DATA FOR THIS EXERCISE:
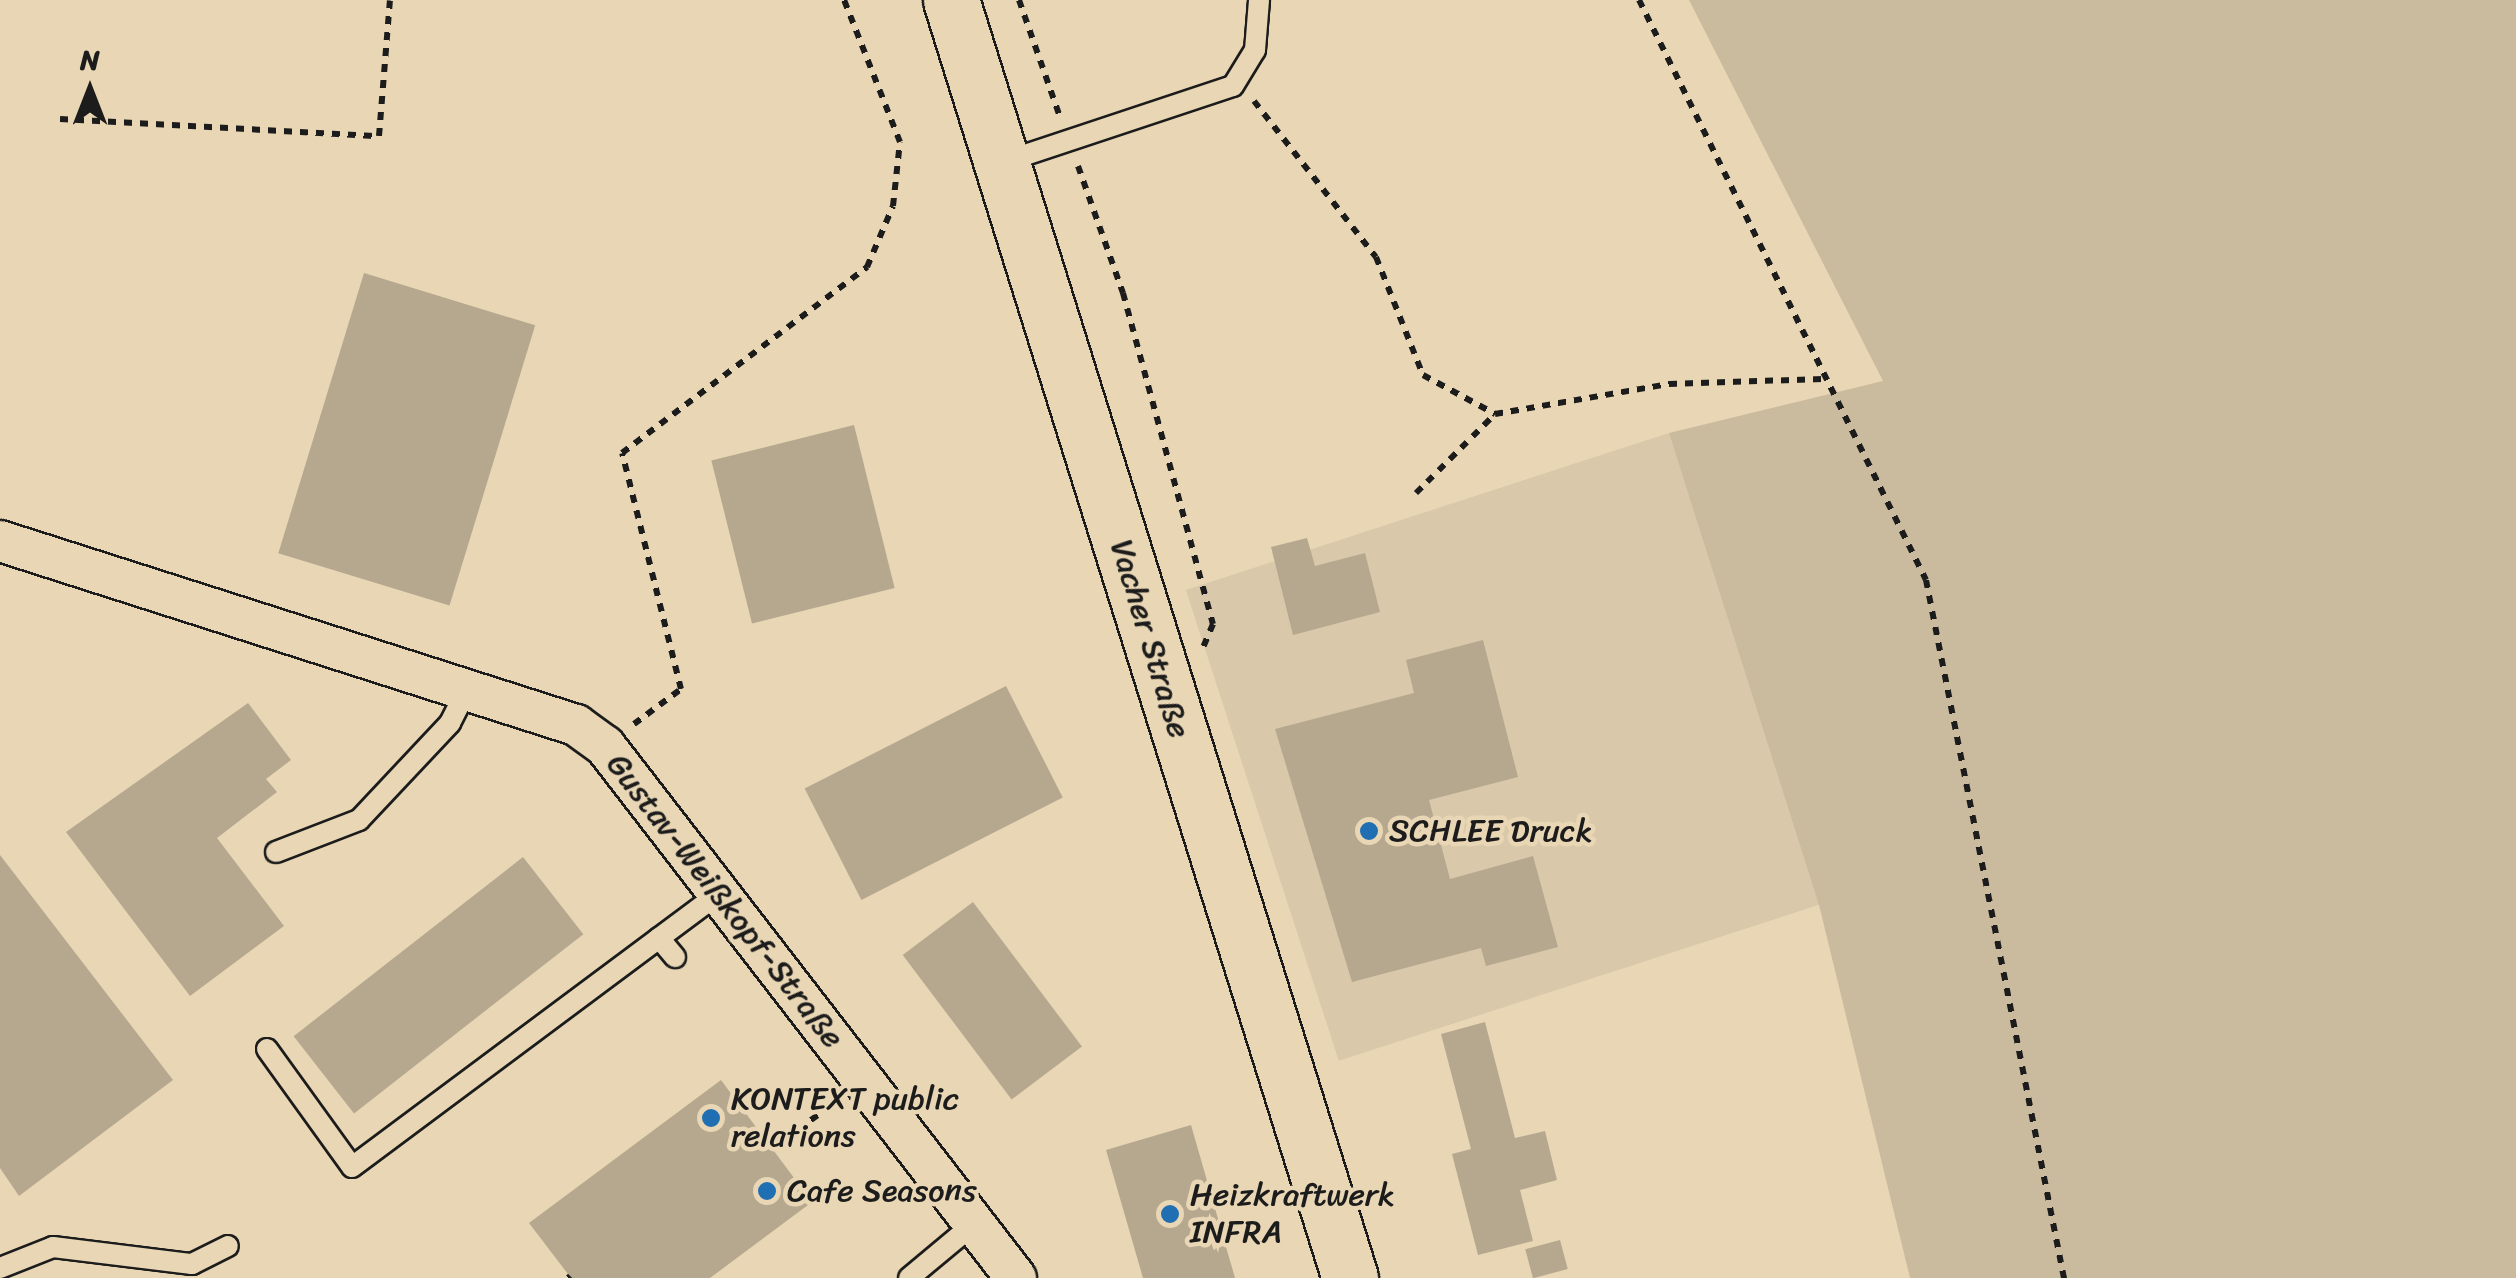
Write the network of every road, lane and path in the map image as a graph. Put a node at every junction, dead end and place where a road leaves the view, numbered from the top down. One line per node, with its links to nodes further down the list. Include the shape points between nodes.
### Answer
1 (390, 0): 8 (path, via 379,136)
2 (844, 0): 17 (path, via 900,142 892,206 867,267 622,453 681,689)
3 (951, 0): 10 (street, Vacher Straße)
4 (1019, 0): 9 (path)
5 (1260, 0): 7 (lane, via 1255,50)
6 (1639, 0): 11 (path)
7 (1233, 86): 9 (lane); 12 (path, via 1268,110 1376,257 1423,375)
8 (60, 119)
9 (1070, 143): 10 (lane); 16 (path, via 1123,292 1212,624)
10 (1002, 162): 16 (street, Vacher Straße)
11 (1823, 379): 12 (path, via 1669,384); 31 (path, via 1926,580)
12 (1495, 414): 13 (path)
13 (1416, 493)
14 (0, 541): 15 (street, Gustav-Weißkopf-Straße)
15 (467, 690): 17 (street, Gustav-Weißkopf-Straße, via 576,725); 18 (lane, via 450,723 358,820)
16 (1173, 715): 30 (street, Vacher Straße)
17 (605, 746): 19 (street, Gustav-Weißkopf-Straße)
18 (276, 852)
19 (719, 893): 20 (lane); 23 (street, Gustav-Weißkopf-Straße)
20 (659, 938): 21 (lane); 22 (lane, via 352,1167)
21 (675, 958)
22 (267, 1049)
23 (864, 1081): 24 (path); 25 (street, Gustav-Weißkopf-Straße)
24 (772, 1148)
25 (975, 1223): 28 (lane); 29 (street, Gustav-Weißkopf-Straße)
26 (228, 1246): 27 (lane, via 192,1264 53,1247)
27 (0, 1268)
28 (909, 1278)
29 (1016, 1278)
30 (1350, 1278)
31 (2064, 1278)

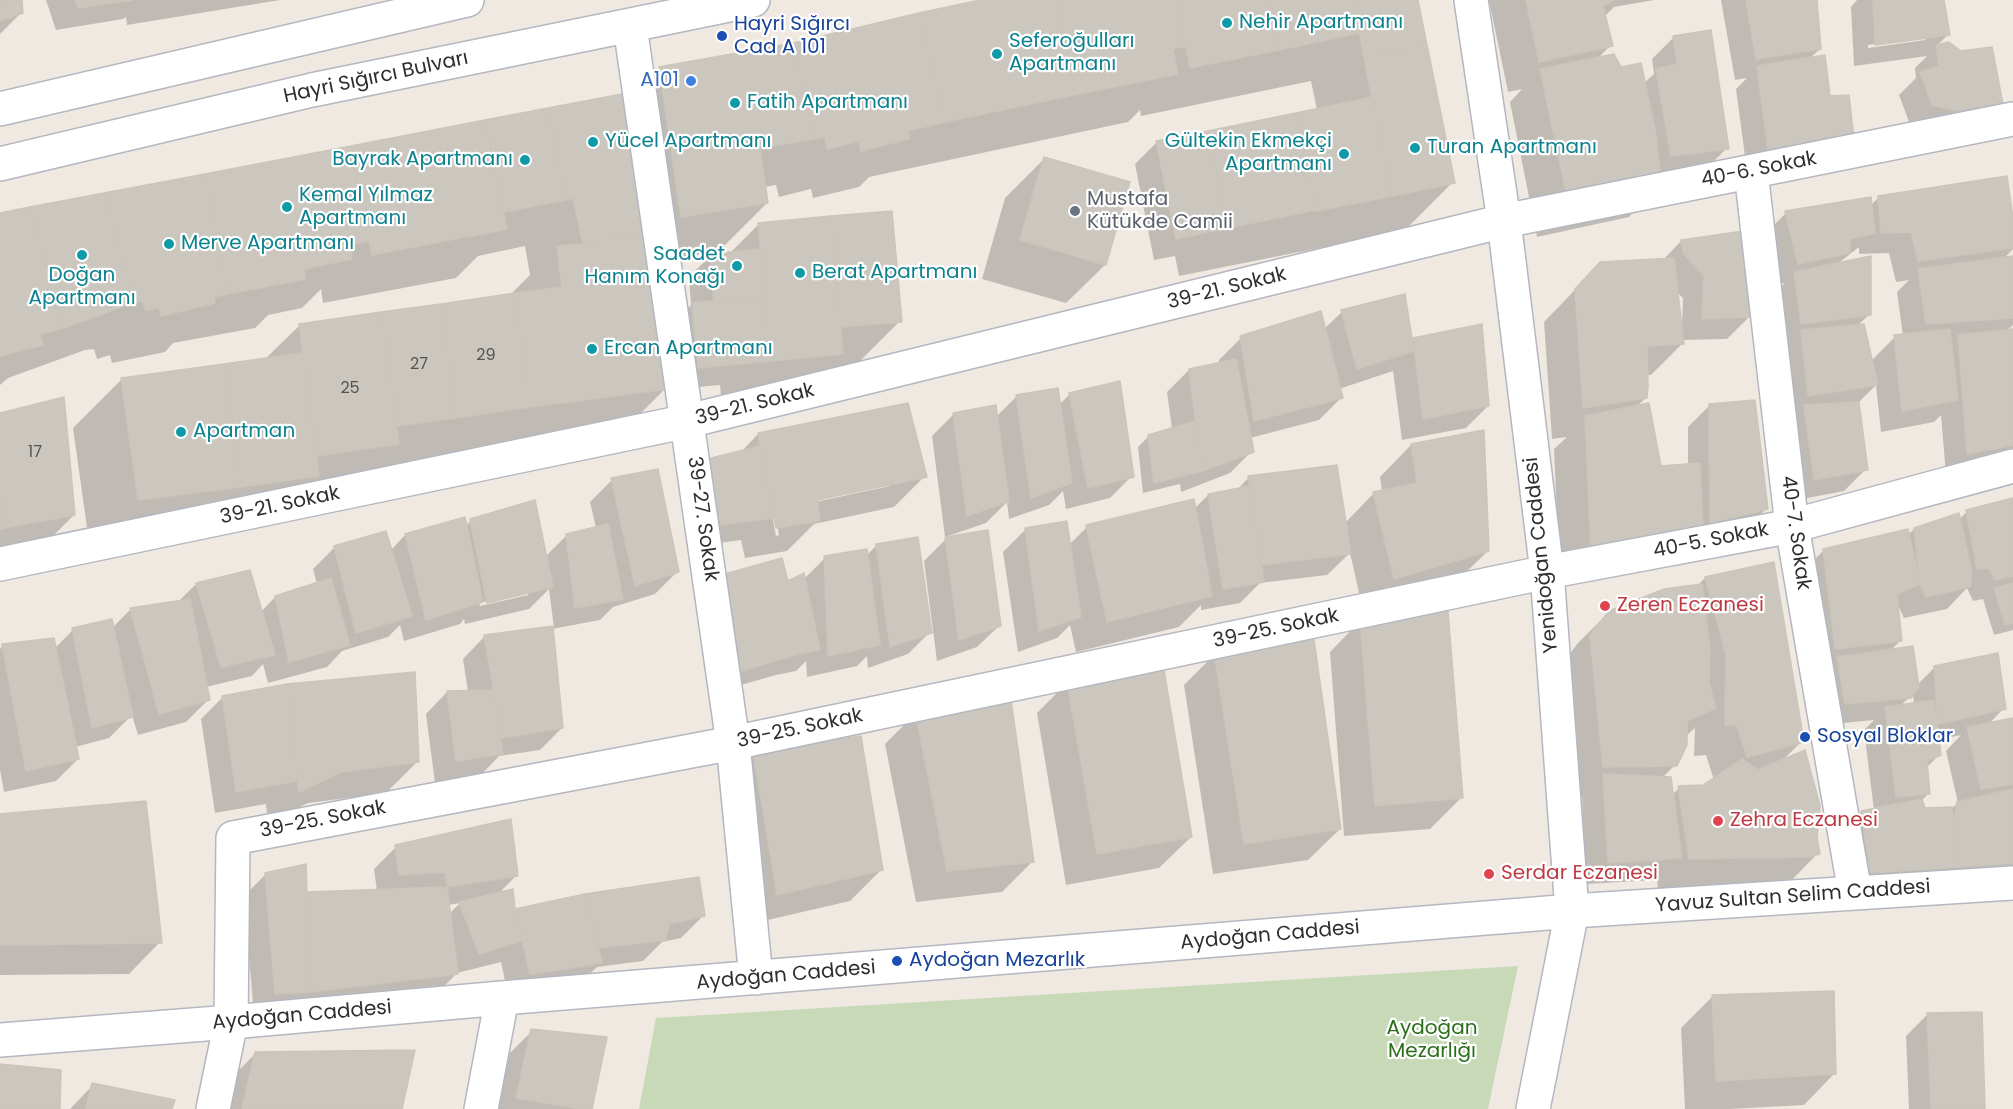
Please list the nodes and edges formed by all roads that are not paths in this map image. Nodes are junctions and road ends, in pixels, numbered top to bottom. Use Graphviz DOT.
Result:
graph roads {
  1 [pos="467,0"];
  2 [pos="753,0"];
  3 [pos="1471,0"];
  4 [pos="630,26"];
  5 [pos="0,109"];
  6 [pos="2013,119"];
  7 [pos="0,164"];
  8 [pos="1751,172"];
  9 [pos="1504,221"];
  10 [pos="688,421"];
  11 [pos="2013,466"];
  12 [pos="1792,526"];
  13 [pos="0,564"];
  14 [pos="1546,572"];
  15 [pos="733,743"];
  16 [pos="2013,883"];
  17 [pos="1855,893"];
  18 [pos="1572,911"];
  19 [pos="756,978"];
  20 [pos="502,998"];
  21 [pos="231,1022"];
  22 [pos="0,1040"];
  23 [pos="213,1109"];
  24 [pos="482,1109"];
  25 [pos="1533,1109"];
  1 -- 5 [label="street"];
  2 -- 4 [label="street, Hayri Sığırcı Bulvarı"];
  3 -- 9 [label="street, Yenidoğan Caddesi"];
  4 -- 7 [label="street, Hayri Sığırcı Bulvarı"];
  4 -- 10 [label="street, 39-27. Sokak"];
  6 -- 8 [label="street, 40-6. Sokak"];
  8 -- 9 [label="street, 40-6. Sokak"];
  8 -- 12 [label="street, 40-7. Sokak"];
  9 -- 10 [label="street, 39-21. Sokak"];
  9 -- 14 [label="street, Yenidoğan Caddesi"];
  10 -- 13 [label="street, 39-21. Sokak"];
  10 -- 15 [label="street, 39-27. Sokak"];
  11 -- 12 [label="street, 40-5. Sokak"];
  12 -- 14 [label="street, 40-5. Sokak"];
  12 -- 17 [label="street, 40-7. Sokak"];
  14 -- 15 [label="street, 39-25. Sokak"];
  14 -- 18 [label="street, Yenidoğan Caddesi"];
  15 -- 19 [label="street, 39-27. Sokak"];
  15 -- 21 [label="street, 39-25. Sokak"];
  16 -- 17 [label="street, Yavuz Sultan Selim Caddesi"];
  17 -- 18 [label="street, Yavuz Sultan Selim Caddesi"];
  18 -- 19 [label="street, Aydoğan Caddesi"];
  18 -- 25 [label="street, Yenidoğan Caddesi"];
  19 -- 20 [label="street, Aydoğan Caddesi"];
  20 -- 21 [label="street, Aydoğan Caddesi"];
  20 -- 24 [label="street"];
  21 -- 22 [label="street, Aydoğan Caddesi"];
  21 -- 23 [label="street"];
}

HOW TO COMPLETE THIS TASK: The lines to return are those holding the string "Gustav" anywhere in the listing above.

TASK ANSWER:
14 (0, 541): 15 (street, Gustav-Weißkopf-Straße)
15 (467, 690): 17 (street, Gustav-Weißkopf-Straße, via 576,725); 18 (lane, via 450,723 358,820)
17 (605, 746): 19 (street, Gustav-Weißkopf-Straße)
19 (719, 893): 20 (lane); 23 (street, Gustav-Weißkopf-Straße)
23 (864, 1081): 24 (path); 25 (street, Gustav-Weißkopf-Straße)
25 (975, 1223): 28 (lane); 29 (street, Gustav-Weißkopf-Straße)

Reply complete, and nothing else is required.